##### SOURCE DATA #####

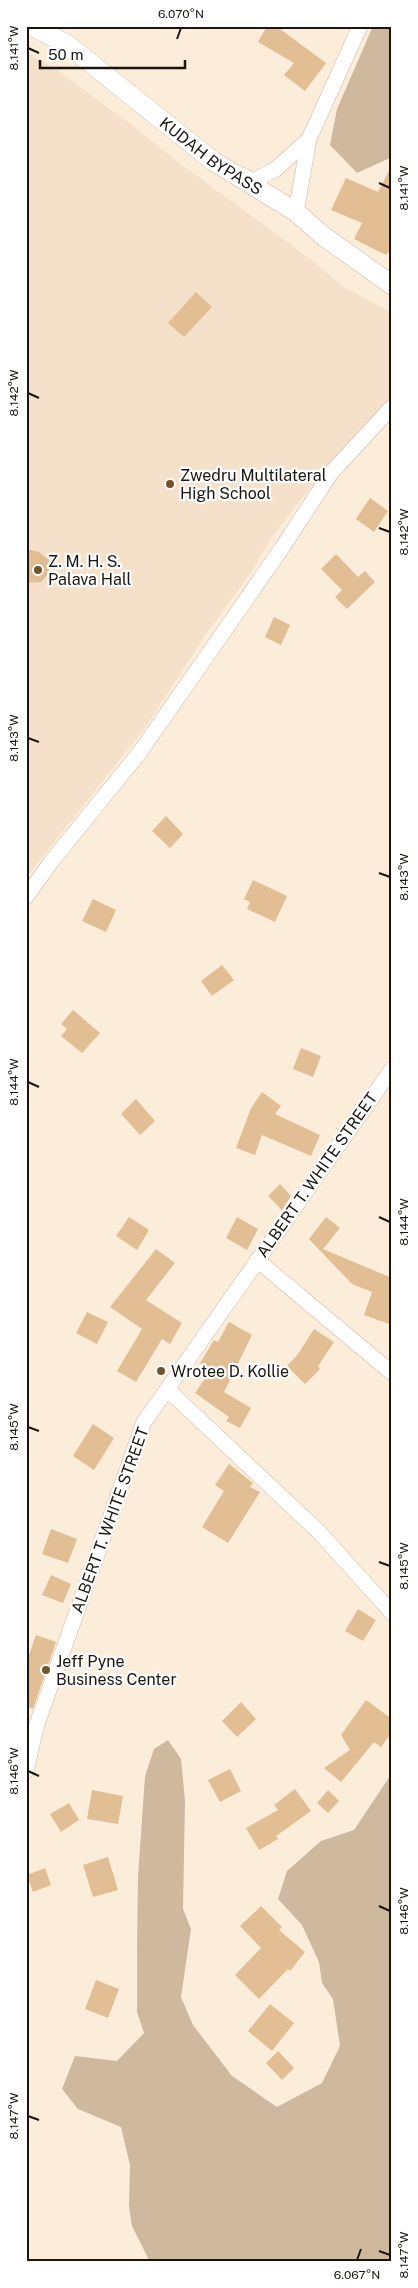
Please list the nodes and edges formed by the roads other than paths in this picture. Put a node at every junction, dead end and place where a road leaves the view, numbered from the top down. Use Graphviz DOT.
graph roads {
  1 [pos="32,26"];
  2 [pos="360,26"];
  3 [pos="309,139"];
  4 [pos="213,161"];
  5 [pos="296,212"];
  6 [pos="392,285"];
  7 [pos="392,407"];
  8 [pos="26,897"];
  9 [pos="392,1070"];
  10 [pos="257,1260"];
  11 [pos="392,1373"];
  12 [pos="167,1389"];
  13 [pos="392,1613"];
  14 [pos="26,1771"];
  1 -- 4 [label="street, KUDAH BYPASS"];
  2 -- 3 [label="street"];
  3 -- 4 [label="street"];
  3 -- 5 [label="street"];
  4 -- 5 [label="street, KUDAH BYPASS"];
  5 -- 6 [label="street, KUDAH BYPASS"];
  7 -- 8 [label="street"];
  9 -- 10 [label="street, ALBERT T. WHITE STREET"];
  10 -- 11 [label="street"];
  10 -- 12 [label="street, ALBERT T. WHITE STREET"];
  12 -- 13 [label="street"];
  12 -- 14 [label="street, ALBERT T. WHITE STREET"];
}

#####

=== REQUIREMENT ===
Set down every entry exactly; omit the pictures.

=== RESULT OF THE EXERCISE ===
Please list the nodes and edges formed by the roads other than paths in this picture. Put a node at every junction, dead end and place where a road leaves the view, numbered from the top down. Use Graphviz DOT.
graph roads {
  1 [pos="32,26"];
  2 [pos="360,26"];
  3 [pos="309,139"];
  4 [pos="213,161"];
  5 [pos="296,212"];
  6 [pos="392,285"];
  7 [pos="392,407"];
  8 [pos="26,897"];
  9 [pos="392,1070"];
  10 [pos="257,1260"];
  11 [pos="392,1373"];
  12 [pos="167,1389"];
  13 [pos="392,1613"];
  14 [pos="26,1771"];
  1 -- 4 [label="street, KUDAH BYPASS"];
  2 -- 3 [label="street"];
  3 -- 4 [label="street"];
  3 -- 5 [label="street"];
  4 -- 5 [label="street, KUDAH BYPASS"];
  5 -- 6 [label="street, KUDAH BYPASS"];
  7 -- 8 [label="street"];
  9 -- 10 [label="street, ALBERT T. WHITE STREET"];
  10 -- 11 [label="street"];
  10 -- 12 [label="street, ALBERT T. WHITE STREET"];
  12 -- 13 [label="street"];
  12 -- 14 [label="street, ALBERT T. WHITE STREET"];
}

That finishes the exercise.